I did indeed check those links. Several times. Another positive source was one of the local news channels (probably all of them, but I saw this online). More video keeps appearing, but this one ( ) talks about what’s happening with the evacuees. And they recognize people coming to help. A mother, along with her kids who were out of school because of the evacuations, showed up at the shelter so she could teach her kids how to serve. They gave food and water to first responders, and just looked for ways to be useful. I think that is normal behavior here.

The drought started a chain of wildfires late last year, mostly in West Texas. Governor Perry had asked for a disaster declaration, to get aid, but that went to deaf ears for several months. If I’m remembering right, fires were popping up in April near the time we drove through Odessa, and no disaster declaration was yet forthcoming. But that has happened since then. Resources are being provided.
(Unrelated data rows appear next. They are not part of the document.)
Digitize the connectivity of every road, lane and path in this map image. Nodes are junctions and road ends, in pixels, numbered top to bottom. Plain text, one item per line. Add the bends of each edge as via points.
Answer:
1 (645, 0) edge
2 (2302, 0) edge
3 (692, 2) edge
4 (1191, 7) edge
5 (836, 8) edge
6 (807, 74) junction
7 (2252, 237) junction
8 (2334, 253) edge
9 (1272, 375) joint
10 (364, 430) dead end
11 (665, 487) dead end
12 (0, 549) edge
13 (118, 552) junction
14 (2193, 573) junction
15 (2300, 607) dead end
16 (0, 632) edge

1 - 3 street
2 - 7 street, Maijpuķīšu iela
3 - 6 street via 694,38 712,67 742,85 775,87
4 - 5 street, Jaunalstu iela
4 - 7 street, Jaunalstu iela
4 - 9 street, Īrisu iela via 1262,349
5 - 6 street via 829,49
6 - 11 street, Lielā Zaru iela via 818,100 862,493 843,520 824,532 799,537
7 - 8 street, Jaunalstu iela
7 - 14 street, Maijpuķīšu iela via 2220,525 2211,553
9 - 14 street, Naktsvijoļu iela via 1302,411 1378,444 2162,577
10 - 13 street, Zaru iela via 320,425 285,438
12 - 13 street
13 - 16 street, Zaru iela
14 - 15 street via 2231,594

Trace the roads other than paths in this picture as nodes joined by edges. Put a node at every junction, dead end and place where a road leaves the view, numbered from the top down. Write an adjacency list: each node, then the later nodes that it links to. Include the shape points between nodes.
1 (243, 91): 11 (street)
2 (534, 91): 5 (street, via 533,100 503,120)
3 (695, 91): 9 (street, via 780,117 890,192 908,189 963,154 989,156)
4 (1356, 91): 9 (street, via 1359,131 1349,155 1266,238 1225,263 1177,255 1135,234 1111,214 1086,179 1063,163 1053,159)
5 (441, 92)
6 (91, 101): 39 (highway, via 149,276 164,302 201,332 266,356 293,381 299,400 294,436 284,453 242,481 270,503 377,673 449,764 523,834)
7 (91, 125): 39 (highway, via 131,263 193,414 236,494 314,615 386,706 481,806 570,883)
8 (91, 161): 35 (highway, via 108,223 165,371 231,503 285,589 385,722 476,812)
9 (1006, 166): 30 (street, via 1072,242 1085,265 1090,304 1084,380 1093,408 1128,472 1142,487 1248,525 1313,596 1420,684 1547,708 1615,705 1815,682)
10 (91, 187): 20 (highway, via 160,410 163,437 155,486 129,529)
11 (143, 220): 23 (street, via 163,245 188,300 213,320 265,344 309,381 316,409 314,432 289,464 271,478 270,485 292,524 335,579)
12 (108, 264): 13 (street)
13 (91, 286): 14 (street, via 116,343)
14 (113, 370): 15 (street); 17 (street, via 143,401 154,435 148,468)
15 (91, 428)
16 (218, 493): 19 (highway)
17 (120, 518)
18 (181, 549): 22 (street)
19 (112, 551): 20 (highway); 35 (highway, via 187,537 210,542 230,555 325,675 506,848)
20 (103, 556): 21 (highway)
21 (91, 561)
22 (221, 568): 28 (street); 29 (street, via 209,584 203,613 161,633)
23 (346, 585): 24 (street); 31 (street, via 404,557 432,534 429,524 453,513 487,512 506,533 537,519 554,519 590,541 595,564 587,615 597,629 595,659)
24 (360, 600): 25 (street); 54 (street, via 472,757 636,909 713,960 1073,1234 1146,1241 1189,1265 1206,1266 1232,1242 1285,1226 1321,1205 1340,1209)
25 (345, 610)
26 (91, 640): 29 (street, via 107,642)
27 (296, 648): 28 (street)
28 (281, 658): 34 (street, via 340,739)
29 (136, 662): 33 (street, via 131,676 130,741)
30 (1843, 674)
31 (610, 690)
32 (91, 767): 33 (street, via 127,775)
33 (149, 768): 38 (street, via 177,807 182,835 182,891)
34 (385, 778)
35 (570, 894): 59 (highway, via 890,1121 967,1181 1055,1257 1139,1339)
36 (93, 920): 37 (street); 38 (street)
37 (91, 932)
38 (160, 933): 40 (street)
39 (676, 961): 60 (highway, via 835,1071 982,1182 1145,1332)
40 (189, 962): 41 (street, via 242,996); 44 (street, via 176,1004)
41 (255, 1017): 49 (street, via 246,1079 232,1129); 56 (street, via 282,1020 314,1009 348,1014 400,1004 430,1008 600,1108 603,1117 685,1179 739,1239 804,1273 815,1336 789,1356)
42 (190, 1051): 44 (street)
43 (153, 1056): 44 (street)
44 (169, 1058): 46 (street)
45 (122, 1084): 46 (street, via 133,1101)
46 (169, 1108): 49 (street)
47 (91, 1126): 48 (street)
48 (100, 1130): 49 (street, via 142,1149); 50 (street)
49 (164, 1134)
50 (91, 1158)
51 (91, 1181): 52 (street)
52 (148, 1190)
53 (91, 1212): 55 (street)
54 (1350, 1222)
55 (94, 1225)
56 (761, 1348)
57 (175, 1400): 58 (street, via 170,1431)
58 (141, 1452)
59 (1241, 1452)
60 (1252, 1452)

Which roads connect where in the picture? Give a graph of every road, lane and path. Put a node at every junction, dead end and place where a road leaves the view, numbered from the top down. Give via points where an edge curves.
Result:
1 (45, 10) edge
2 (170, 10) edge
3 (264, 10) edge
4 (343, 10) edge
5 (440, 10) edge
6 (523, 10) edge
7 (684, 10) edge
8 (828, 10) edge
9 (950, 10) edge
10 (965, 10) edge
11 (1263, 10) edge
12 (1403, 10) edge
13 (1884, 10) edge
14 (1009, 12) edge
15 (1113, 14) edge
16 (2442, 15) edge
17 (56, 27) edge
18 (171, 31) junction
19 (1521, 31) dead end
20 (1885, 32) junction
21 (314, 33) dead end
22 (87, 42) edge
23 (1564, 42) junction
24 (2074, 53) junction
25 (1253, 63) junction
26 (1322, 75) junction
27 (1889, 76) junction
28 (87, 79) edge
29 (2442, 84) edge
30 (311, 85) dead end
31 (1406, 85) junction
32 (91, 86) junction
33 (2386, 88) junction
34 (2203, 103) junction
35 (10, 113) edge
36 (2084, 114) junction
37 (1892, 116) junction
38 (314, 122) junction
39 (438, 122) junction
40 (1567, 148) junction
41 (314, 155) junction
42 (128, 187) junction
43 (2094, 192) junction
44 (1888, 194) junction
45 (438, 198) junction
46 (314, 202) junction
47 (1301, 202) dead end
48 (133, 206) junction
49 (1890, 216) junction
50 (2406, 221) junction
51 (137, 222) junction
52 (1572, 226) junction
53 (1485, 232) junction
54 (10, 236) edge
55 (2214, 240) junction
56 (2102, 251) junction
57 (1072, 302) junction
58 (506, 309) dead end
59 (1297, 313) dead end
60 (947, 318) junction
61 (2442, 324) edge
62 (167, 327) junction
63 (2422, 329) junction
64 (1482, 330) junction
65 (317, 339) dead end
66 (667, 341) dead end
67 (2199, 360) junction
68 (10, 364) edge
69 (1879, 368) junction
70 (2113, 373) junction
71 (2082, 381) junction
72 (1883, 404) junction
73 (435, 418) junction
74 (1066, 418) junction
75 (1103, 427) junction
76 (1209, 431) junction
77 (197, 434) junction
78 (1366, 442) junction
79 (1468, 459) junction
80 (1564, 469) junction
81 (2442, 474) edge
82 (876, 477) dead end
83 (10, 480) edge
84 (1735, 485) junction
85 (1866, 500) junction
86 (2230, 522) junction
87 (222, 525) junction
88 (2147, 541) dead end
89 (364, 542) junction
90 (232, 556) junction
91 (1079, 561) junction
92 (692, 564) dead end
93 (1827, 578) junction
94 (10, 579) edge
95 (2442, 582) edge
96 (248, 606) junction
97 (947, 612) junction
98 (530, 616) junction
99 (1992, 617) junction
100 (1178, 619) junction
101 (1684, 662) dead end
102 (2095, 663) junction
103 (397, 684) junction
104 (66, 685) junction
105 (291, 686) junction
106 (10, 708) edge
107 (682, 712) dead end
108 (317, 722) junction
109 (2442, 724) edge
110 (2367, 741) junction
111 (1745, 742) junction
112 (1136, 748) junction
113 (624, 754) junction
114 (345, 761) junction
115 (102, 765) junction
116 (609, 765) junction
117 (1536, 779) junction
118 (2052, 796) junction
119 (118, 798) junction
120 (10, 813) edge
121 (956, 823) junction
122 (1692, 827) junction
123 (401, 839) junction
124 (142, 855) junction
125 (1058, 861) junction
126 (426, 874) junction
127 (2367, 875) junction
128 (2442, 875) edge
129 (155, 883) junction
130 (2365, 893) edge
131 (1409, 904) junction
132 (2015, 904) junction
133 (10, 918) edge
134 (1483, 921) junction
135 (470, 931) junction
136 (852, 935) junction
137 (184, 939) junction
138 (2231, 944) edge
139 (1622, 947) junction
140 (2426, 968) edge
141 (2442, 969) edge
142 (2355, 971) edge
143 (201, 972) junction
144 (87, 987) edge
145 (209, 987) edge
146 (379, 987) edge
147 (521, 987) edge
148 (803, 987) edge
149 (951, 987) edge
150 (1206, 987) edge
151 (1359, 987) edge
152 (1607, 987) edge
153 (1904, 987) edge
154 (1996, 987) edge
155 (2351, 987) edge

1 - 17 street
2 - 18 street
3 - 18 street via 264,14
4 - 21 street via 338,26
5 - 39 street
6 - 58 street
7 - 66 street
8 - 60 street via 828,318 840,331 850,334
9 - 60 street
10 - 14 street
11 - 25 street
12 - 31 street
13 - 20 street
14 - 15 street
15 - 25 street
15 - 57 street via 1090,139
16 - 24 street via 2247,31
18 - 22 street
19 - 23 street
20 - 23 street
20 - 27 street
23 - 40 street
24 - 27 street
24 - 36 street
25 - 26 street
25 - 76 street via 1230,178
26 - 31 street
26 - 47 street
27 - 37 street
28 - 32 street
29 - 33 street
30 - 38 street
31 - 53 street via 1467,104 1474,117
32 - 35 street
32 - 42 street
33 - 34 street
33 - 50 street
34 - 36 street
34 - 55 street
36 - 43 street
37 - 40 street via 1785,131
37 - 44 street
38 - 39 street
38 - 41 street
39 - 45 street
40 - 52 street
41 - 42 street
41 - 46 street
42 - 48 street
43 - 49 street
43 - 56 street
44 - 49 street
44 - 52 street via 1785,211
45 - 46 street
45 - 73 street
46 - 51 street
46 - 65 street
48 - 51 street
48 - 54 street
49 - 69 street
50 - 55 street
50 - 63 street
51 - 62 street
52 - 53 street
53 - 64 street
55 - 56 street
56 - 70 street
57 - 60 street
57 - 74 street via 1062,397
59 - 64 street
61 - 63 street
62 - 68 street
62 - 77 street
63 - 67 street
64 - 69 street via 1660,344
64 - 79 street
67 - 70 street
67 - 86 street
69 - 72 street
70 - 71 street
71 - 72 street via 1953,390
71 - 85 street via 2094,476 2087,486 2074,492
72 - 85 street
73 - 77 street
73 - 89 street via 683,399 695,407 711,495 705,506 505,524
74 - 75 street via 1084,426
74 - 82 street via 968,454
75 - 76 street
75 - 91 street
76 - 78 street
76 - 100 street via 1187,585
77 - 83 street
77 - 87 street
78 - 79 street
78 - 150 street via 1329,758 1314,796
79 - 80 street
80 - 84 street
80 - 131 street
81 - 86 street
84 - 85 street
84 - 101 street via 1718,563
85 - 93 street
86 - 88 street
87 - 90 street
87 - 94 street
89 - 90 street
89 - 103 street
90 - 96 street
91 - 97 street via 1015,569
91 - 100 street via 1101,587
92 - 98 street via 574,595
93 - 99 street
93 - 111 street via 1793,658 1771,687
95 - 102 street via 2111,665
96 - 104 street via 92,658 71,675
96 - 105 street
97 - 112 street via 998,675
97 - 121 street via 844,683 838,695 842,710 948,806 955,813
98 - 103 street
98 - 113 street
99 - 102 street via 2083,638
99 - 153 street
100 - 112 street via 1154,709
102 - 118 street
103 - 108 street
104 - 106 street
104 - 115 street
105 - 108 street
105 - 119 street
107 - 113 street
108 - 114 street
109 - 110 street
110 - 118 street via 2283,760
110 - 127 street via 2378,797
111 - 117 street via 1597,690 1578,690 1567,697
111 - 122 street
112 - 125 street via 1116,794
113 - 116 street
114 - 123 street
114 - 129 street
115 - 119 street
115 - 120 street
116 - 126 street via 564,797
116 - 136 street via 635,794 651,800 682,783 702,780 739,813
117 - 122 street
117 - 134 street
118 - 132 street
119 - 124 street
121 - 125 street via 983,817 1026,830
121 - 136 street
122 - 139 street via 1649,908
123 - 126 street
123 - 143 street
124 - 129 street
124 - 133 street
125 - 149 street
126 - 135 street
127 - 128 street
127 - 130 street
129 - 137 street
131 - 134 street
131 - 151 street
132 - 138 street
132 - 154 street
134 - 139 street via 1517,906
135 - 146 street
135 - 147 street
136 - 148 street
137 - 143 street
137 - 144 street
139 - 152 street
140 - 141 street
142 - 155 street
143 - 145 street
And there does seem to be a fair amount of cooperation between local citizens, volunteer help, trained first responders, and government disaster response teams. 

I saw one brief article ( expressing concern about federal interference, or pulling rank. It may just be a lot of people under severe pressure trying to do what they think needs to be done. 

In the aftermath, I trust that what we’ll see is a lot of people in various stages of grief, who are nevertheless grateful for those who ran to their aid in their time of need. And until then, people everywhere are praying for rain.